**TO DO**:
Emit a verbatim copy of the lines below from the line with "wrist: (551, 358)" through the line with "middle tip: (343, 137)", excluding pictures and everything outside that range.

____

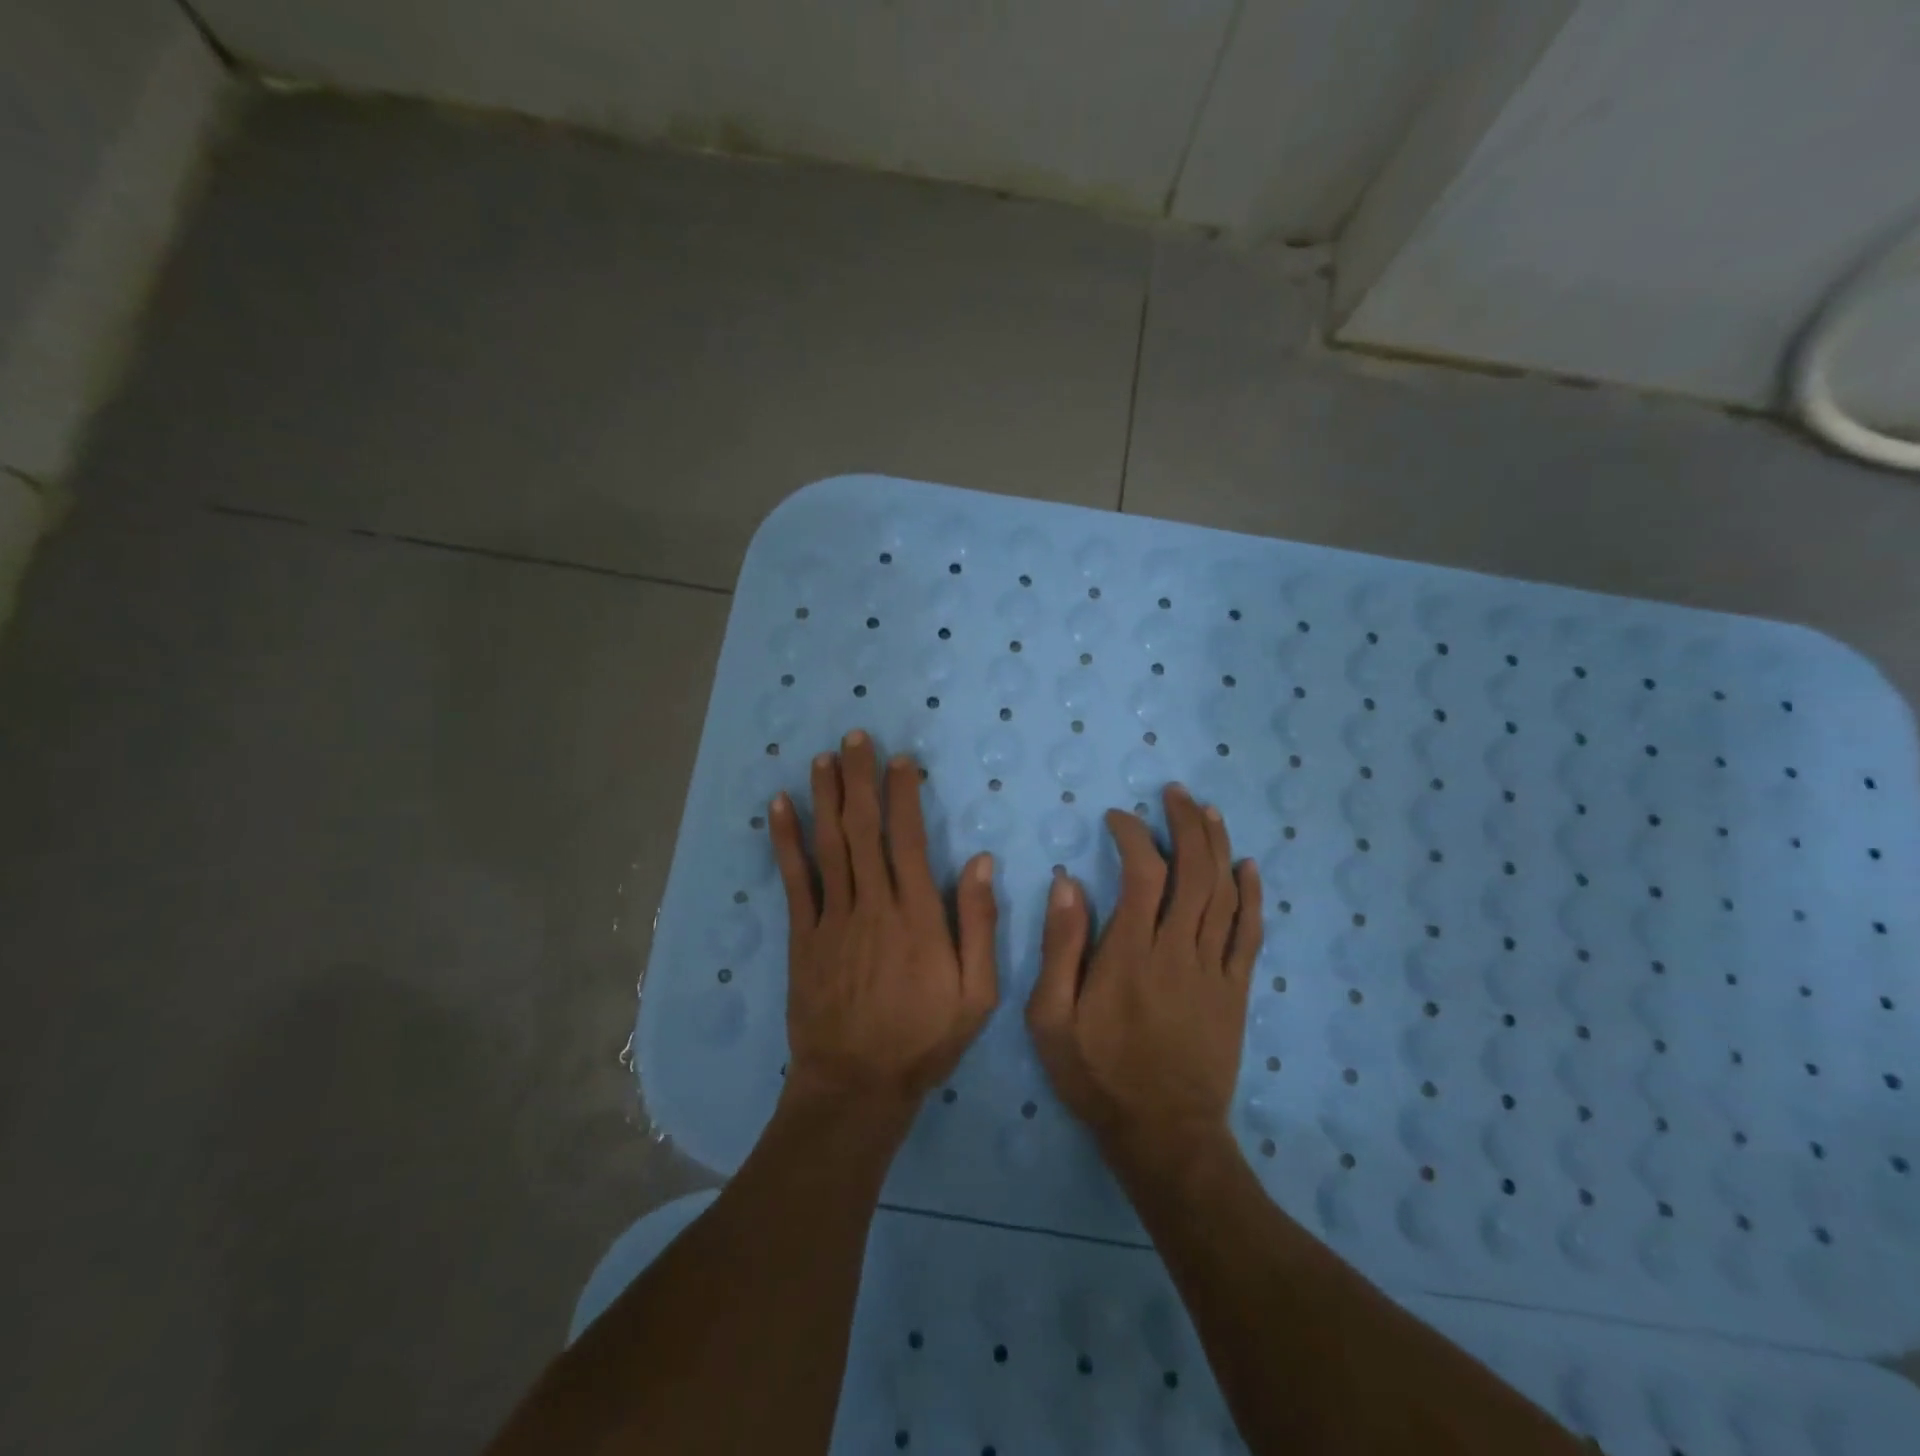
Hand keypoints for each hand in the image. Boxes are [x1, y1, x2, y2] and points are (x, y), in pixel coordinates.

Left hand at [768, 731, 998, 1124]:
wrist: (856, 1084)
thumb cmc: (924, 1038)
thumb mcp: (977, 993)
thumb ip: (980, 925)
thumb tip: (982, 862)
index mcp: (918, 915)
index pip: (909, 839)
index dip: (904, 794)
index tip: (901, 760)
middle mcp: (874, 904)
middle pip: (864, 829)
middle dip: (860, 779)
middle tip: (855, 737)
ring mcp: (833, 918)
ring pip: (829, 844)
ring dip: (825, 797)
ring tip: (823, 758)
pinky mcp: (804, 936)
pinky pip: (794, 879)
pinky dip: (786, 840)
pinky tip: (779, 807)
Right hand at [1026, 783, 1262, 1170]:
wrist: (1163, 1134)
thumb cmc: (1098, 1074)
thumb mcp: (1052, 1018)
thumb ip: (1060, 948)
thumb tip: (1068, 883)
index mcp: (1130, 953)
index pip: (1143, 873)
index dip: (1133, 835)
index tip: (1117, 818)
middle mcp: (1177, 950)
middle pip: (1194, 872)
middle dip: (1186, 825)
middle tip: (1175, 794)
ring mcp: (1213, 970)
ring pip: (1224, 894)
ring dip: (1218, 846)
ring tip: (1208, 812)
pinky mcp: (1235, 991)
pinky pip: (1250, 934)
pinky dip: (1253, 896)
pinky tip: (1249, 867)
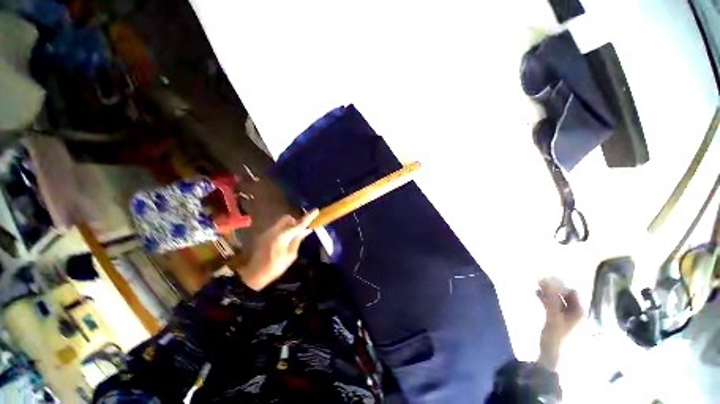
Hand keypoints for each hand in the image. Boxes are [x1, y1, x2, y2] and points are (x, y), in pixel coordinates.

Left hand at [240, 210, 318, 290]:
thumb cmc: (275, 267)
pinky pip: (277, 227)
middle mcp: (274, 230)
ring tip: (291, 238)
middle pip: (288, 218)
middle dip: (295, 222)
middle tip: (299, 232)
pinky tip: (283, 241)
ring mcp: (268, 231)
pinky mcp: (264, 234)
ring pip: (282, 222)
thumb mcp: (290, 256)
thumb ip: (298, 240)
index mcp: (282, 237)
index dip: (308, 217)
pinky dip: (283, 229)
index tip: (316, 210)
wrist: (254, 274)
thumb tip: (307, 229)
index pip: (299, 224)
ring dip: (289, 226)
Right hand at [536, 278, 581, 370]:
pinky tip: (536, 295)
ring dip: (548, 293)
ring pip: (557, 301)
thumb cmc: (556, 338)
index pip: (572, 293)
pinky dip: (545, 300)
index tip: (547, 278)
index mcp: (579, 313)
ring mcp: (566, 318)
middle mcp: (575, 314)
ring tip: (535, 286)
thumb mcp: (553, 317)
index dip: (561, 285)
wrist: (551, 358)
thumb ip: (551, 299)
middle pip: (565, 296)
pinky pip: (552, 306)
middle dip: (553, 288)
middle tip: (539, 281)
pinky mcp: (557, 321)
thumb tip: (547, 280)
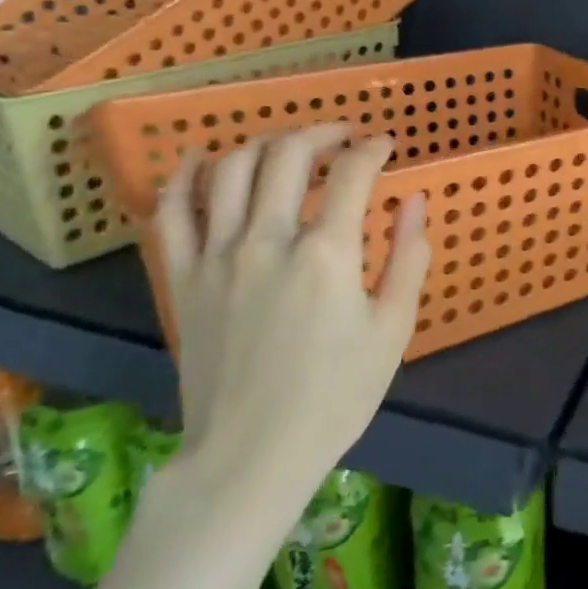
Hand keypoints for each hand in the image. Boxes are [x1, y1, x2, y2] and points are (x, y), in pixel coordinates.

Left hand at [153, 127, 428, 532]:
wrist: (251, 456)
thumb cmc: (334, 396)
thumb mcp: (392, 330)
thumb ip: (408, 258)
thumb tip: (415, 202)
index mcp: (326, 254)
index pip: (353, 174)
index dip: (373, 149)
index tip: (385, 145)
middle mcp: (268, 240)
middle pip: (289, 155)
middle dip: (322, 132)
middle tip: (343, 137)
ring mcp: (217, 256)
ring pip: (231, 169)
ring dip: (264, 144)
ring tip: (287, 148)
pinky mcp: (182, 278)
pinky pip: (172, 212)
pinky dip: (184, 177)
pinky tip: (201, 161)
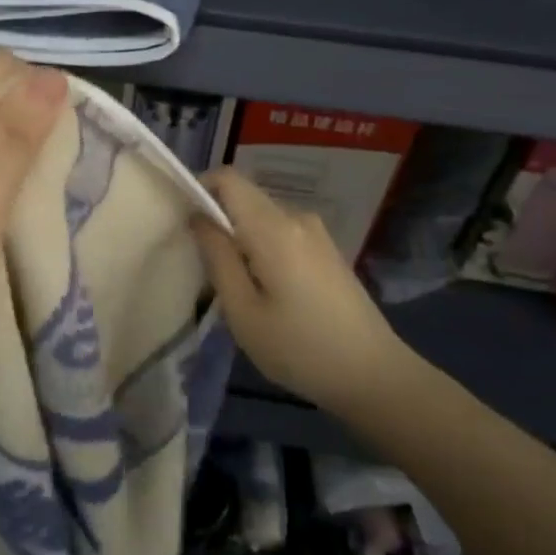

____

**EXERCISE RESPONSE**:
wrist: (551, 358)
thumb ip: (551, 299)
middle pip: (565, 296)
pinky pip: (552, 306)
middle dip: (553, 288)
middle tip: (539, 281)
pinky mcp: (557, 321)
thumb tip: (547, 280)
Hand keypoints for each hand in the image. Boxes are [x1, y1, x2, y2] and points are (x, y), in pixel coordinates.

Left hand at [153, 127, 428, 532]:
wrist: (251, 456)
thumb cmc: (334, 396)
thumb mcp: (392, 330)
thumb ip: (408, 258)
thumb tip: (415, 202)
index mcp: (326, 254)
index pip: (353, 174)
index dip: (373, 149)
index tip: (385, 145)
middle mcp: (268, 240)
middle pip: (289, 155)
middle dip: (322, 132)
middle tip: (343, 137)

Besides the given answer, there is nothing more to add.